▶ SUPPLIED DATA
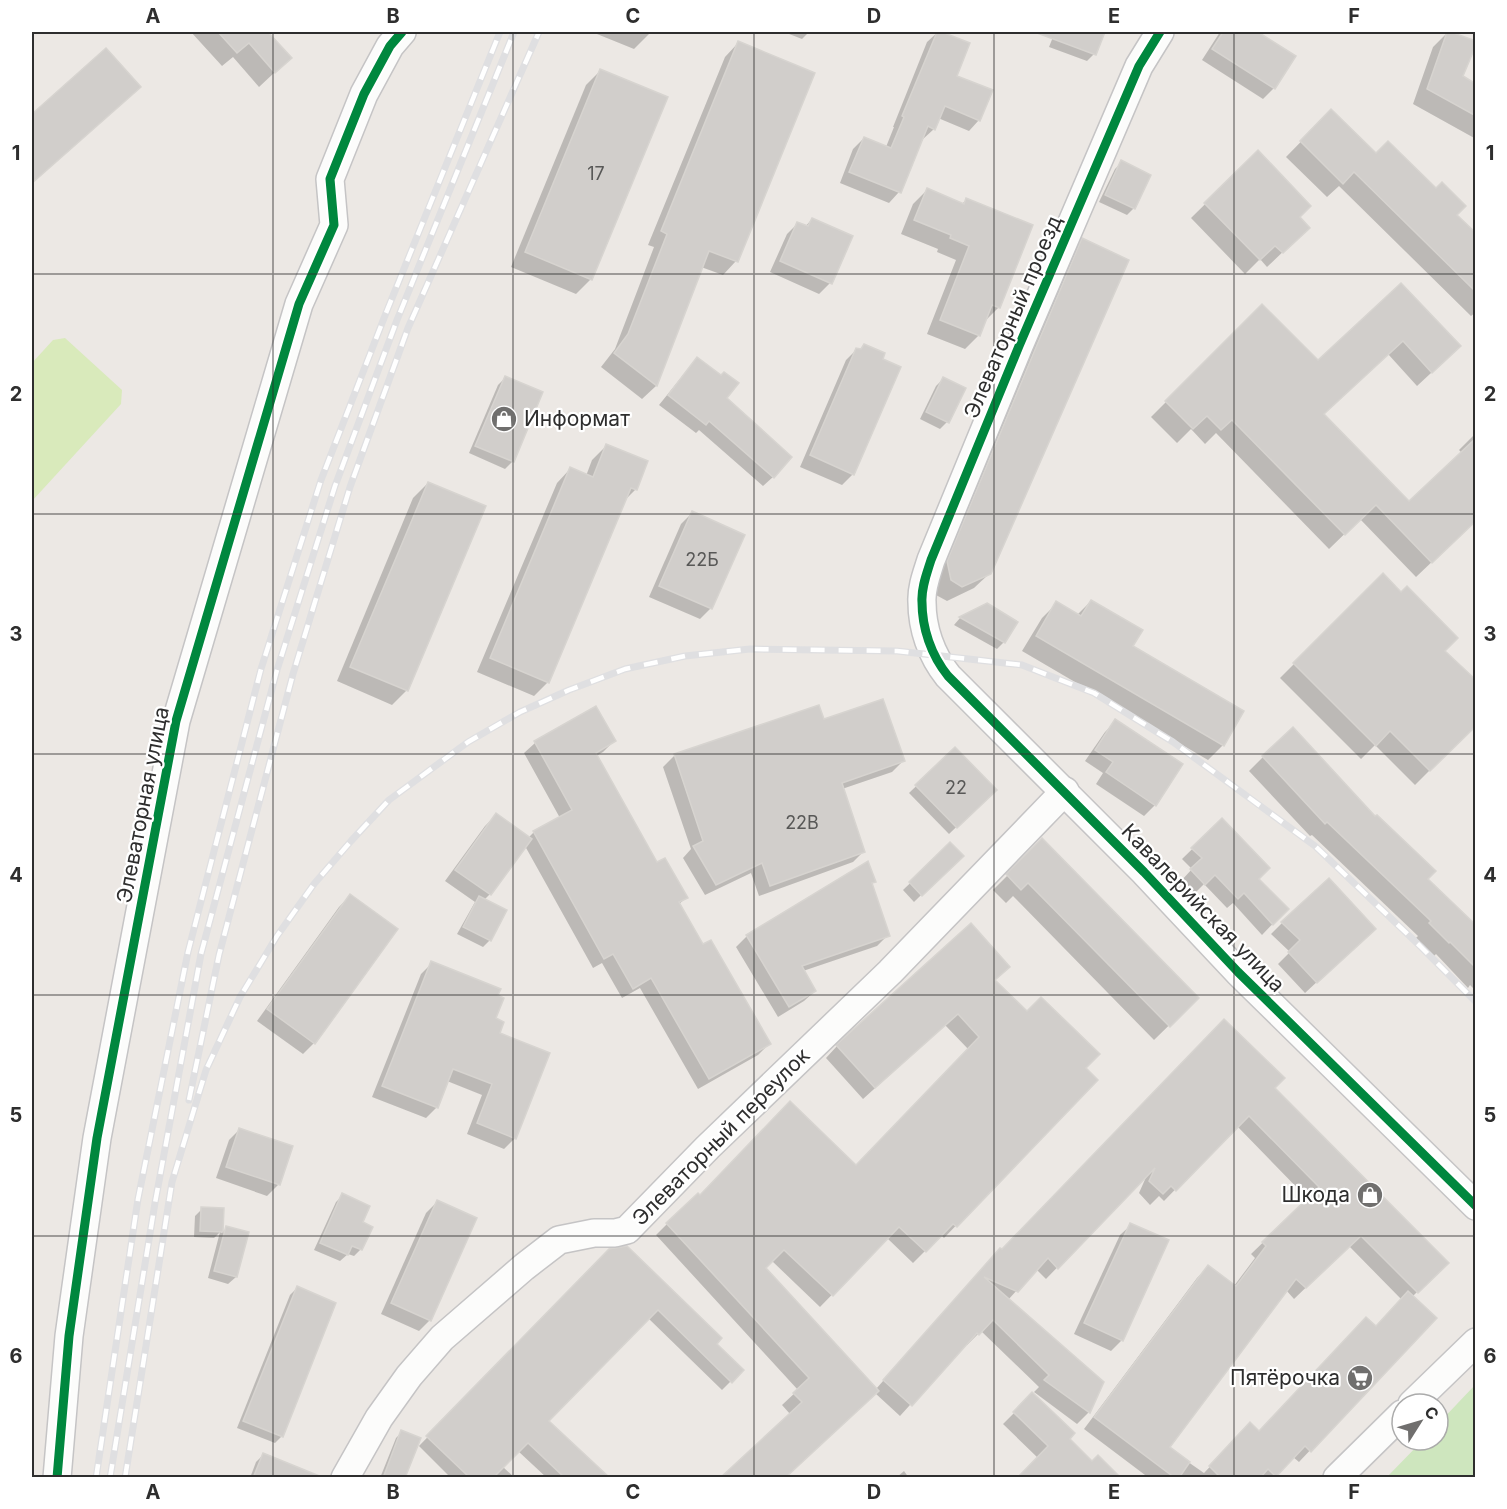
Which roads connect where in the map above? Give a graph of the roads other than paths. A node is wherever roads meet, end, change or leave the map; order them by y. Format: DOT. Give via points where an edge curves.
graph roads {
  1 [pos="402,32"];
  2 [pos="1160,32"];
  3 [pos="924,623"];
  4 [pos="1065,791"];
  5 [pos="1476,1206"];
  6 [pos="1476,1342"];
  7 [pos="1424,1392"];
  8 [pos="1390,1426"];
  9 [pos="57,1478"];
  10 [pos="345,1478"];
  11 [pos="1337,1478"];
  1 -- 9 [label="street, Элеваторная улица" via="364,94 330,179 333,225 299,304 176,721 97,1138 69,1336"];
  2 -- 3 [label="street, Элеваторный проезд" via="1139,66 930,560 921,600"];
  3 -- 4 [label="street, Кавалерийская улица" via="929,644 948,676"];
  4 -- 5 [label="street, Кавалерийская улица" via="1238,972"];
  4 -- 10 [label="street, Элеваторный переулок" via="890,972 627,1230 559,1240 442,1338 379,1418"];
  6 -- 7 [label="street"];
  8 -- 11 [label="street"];
}
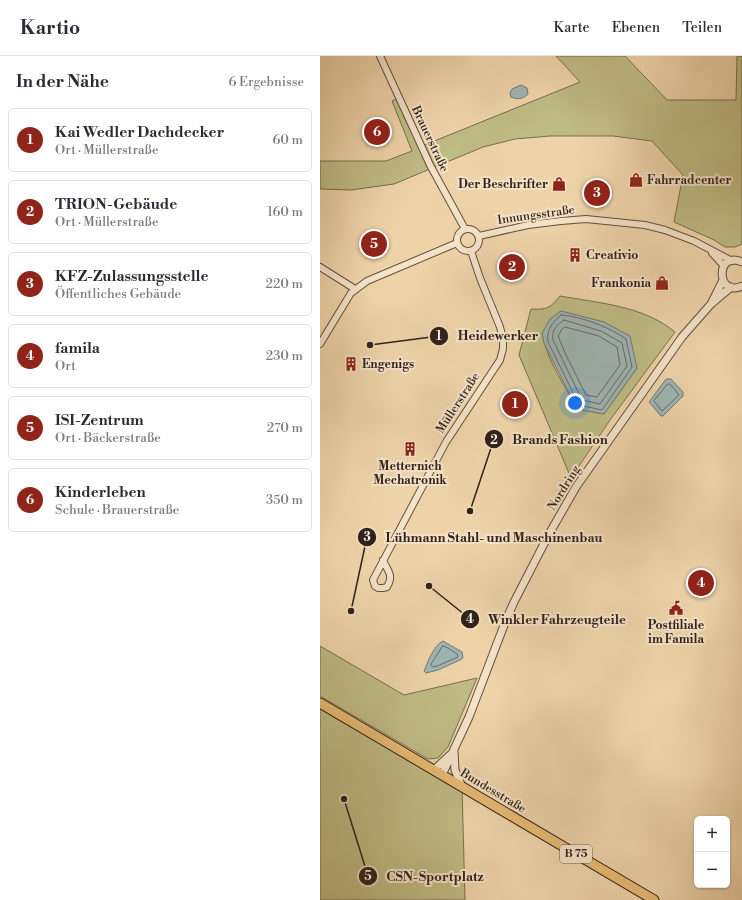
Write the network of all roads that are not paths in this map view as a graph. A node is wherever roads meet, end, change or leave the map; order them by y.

▶ THE TASK
Copy out the material above in full and exactly, but with no pictures.

▶ SOLUTION
Which roads connect where in the map above? Give a graph of the roads other than paths. A node is wherever roads meet, end, change or leave the map; order them by y. Format: DOT. Give via points where an edge curves.
graph roads {
  1 [pos="402,32"];
  2 [pos="1160,32"];
  3 [pos="924,623"];
  4 [pos="1065,791"];
  5 [pos="1476,1206"];
  6 [pos="1476,1342"];
  7 [pos="1424,1392"];
  8 [pos="1390,1426"];
  9 [pos="57,1478"];
  10 [pos="345,1478"];
  11 [pos="1337,1478"];
  1 -- 9 [label="street, Элеваторная улица" via="364,94 330,179 333,225 299,304 176,721 97,1138 69,1336"];
  2 -- 3 [label="street, Элеваторный проезд" via="1139,66 930,560 921,600"];
  3 -- 4 [label="street, Кавалерийская улица" via="929,644 948,676"];
  4 -- 5 [label="street, Кавалерийская улица" via="1238,972"];
  4 -- 10 [label="street, Элеваторный переулок" via="890,972 627,1230 559,1240 442,1338 379,1418"];
  6 -- 7 [label="street"];
  8 -- 11 [label="street"];
}
Write the network of all roads that are not paths in this map view as a graph. A node is wherever roads meet, end, change or leave the map; order them by y.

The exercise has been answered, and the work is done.